The SES poll put the Conservatives at 38 percent voter support, up from the 36 percent they won in the January 23 federal election. The Liberals, who lost power that day after 12 years in office, slipped to 28 percent from 30 percent.
The left-leaning New Democrats rose to 19 percent from 17.5 percent.
Statistically unchanged since the election, this poll is good news for the opposition. Under the circumstances, a combination of the natural positivity that accompanies a new government and a temporarily hobbled Liberal Party, these numbers suggest Harper has done little to increase his stature.

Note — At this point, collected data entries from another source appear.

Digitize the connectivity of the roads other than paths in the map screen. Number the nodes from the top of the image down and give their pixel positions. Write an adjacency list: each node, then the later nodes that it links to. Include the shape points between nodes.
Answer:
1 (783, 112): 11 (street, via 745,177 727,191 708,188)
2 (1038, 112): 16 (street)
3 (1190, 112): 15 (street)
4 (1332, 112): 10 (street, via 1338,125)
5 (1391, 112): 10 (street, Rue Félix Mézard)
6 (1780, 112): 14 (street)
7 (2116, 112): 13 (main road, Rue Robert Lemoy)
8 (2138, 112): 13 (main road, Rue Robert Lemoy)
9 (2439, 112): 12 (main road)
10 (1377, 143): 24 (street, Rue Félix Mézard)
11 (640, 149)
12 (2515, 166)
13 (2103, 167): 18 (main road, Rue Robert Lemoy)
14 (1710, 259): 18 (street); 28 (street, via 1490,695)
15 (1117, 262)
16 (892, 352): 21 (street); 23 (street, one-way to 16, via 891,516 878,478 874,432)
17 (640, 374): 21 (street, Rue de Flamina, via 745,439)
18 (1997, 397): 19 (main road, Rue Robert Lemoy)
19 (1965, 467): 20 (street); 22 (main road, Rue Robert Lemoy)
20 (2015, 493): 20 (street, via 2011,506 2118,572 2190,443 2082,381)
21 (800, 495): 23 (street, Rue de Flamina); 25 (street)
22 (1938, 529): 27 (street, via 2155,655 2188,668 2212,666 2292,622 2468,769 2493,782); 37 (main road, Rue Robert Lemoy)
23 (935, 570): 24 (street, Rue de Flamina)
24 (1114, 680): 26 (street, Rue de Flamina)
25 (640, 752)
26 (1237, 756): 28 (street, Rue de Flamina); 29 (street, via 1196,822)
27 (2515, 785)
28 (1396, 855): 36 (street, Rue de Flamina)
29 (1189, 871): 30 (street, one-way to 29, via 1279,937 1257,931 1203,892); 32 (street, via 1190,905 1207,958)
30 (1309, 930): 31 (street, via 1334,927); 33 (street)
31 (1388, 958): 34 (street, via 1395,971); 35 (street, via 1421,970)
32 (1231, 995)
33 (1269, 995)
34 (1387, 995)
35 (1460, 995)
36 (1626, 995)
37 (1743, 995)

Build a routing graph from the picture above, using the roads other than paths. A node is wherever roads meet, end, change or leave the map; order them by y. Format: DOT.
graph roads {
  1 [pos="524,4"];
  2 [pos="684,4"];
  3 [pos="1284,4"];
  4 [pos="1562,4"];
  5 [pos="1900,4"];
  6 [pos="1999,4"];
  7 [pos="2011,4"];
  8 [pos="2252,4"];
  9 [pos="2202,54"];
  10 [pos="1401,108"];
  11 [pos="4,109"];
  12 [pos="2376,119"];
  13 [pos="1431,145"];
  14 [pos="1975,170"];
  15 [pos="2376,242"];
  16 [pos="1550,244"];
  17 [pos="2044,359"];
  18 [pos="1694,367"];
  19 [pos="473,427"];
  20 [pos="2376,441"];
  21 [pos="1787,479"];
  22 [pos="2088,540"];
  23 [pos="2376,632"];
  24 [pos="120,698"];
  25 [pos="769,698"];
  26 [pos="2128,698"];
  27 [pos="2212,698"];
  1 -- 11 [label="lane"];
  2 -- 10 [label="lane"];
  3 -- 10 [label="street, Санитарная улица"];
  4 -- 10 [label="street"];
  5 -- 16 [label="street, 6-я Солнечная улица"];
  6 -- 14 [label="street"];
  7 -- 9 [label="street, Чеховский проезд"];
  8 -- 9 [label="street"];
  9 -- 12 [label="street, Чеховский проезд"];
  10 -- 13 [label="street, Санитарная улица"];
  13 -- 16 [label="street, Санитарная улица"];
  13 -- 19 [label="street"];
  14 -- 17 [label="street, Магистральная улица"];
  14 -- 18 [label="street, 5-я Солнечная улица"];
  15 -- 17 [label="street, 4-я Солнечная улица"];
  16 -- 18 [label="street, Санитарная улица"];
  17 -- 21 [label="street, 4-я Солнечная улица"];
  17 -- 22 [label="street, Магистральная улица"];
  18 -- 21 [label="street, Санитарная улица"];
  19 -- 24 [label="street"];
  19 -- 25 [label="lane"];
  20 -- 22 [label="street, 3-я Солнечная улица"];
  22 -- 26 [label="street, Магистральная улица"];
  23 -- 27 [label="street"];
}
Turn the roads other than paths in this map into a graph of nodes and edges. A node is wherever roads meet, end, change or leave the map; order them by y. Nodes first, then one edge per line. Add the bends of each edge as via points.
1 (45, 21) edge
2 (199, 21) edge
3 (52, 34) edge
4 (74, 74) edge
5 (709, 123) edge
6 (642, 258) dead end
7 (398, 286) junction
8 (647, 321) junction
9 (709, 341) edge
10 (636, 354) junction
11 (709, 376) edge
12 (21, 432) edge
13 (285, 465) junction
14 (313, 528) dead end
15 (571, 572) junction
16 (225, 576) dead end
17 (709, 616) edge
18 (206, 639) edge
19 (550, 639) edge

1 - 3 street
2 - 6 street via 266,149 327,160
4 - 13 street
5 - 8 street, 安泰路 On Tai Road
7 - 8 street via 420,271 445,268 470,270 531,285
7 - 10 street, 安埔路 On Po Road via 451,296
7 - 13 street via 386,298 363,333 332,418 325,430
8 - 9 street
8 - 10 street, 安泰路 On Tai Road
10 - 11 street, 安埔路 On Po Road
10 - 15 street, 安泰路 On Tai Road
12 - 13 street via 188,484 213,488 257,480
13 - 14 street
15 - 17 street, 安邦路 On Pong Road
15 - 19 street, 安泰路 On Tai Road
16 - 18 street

Important to remember that Harper presently enjoys conditions which surely won't last. As long as the Liberals can stay in the game througout the summer, they are destined to rebound as the leadership race gains steam and the favorable media coverage follows. The Conservatives are without real blemish at this point, another circumstance which historically wanes over time. A new government, after 13 years of other party rule, is guaranteed a certain level of initial support. Somewhat surprising that the Tories didn't get a bigger bounce from their bells and whistles budget, a compilation of measures designed to win votes.
This is one poll, others show a bigger Tory lead. However, SES is the poll that seems most rooted in reality, so I take these numbers as entirely encouraging. Harper was bound to survive, and probably prosper in the near term, but the certain future allows for plenty of opportunity to knock him off his perch.